ーー例えば?うーん……難しい事聞くわね。そうね、分かり易く言うと人に感謝されたり、喜ばれたりの徳を貯めれば良いのかな。ティーゴ君ならいつも通り行動したら大丈夫だと思うよ……でも!
「でも?」
ーー逆に前と同じ様にコンちゃんが人の嫌がる事をすると、折角貯めた徳が減るからね?気をつけてね。

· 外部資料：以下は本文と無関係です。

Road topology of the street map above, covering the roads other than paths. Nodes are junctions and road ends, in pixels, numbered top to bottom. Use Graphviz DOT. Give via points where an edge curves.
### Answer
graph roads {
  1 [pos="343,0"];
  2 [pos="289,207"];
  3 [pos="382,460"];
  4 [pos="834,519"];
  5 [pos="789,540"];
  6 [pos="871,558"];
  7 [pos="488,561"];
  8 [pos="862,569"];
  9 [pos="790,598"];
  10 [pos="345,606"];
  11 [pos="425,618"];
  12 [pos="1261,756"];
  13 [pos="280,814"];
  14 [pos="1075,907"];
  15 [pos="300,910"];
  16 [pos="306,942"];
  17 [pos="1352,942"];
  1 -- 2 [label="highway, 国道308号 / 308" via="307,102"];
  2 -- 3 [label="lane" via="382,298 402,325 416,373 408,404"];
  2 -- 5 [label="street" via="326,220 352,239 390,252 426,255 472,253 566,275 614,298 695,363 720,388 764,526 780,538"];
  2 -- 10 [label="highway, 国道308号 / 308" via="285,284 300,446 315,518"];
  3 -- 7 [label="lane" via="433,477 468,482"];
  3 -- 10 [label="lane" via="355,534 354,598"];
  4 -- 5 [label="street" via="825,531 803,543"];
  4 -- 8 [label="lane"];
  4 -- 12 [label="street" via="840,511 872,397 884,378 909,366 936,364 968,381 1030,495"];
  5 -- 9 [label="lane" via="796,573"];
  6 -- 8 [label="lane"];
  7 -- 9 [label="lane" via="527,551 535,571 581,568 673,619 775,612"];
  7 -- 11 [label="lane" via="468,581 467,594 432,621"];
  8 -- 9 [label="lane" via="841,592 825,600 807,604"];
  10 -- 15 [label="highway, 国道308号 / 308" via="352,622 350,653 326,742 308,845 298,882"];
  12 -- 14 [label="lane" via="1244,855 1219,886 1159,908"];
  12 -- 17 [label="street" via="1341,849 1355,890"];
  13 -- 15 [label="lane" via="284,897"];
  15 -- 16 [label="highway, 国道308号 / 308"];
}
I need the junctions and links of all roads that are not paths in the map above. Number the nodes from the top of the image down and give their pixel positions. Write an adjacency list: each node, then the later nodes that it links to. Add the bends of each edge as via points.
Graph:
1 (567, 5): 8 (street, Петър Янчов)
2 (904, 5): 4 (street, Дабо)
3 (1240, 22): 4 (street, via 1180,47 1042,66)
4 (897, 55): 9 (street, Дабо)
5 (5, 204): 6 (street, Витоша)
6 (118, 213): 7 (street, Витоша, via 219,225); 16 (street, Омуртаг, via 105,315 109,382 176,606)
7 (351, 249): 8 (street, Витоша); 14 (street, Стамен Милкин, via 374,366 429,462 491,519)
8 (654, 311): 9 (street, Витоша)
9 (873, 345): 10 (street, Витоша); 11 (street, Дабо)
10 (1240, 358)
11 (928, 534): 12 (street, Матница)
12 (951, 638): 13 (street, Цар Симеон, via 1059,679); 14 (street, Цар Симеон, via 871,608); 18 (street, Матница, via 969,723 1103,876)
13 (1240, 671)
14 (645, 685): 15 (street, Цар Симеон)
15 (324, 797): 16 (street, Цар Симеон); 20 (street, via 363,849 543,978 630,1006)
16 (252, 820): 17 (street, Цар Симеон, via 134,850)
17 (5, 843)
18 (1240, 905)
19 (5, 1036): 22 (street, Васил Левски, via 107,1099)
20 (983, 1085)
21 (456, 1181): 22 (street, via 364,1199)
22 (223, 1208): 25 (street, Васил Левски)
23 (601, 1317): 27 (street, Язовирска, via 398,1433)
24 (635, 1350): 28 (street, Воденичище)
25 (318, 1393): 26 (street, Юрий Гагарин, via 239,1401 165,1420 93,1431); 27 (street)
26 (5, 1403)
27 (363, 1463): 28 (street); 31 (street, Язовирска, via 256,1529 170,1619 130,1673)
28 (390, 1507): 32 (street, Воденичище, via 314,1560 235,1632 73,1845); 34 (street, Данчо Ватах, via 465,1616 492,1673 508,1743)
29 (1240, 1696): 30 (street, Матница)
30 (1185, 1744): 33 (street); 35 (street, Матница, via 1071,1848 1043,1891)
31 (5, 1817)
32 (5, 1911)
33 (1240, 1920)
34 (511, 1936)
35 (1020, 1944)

「減る事もあるのか!コンちゃんもう悪戯は辞めような?」
『ぬうう……妾は悪戯したつもりは無いのじゃっ』
コンは悔しそうに尻尾をぎゅっと抱きしめる。
「だって街を滅ぼしたり、国を消滅させたりしたんだろ?」
『じゃって!アグライア様が国王に加護を与えたのに、その力を悪い事に使ってばかりおるって毎日妾に悲しそうに言うとったんじゃ!じゃからアグライア様を困らせるそんな王など要らぬと思って、王を殺しに行ったら王が魔導兵器や兵士達を率いて妾に応戦して来て……気が付いたら王都は無くなってたのじゃ』
えっそれって……アグライア様の愚痴を毎日聞かされてた所為もあるんじゃ……。
『それに街じゃって……アグライア様の加護を貰った賢者が……あの時はアグライア様が……そんでアグライア様が……』
おいおい全部アグライア様絡みじゃねーか。
ティーゴはアグライアを目を細めじっと見る。
ーーえっ?なっ何?ティーゴ君。何でそんな目で私を見るの?
「……コンちゃんの悪戯ってアグライア様にも原因あると思うけど?」
ーー私にっ?そんなっ?!
「アグライア様がコンちゃんに愚痴を毎日言わなかったら、コンちゃんは何もしてないと思うよ?アグライア様の事大好きだから、した事じゃないのかな?まぁ……やり過ぎだけどね」
ティーゴは少し呆れた様に話す。
ーーわっ私はそんな毎日コンちゃんに愚痴ばっかり言ってないわよ!そりゃ……少しは言ったかもだけど?
アグライアは気不味いのか、じっと自分を見つめるティーゴと目を合わせようとしない。
『アグライア様は悪くないのじゃ!妾が勝手にした事』
ーーコンちゃん。
アグライアはコンを愛おしく見つめる。
「あっそうだ。ヘスティア様にさっきあげたし。アグライア様にもこのお酒セットを奉納するね」
ティーゴは祭壇にレインボーマスカッシュとリコリパイを並べた。
ーーわぁ!これってヘスティアが騒いでたお酒ねっわあ!嬉しいっ。ありがとうティーゴ君。
アグライアは酒瓶を抱きしめウットリしている。
ーーそれじゃあ頑張ってね?コンちゃんの事頼みます。コンちゃんは早く元の姿に戻れるようにティーゴ君の側にいて人族の事もっと知ってね。知ったらきっと好きになる筈だから。またね?
ヘスティアは、ティーゴ達に手を軽く振ると姿を消した。
消えた後もコンはアグライアがいた空をじっと見つめていた。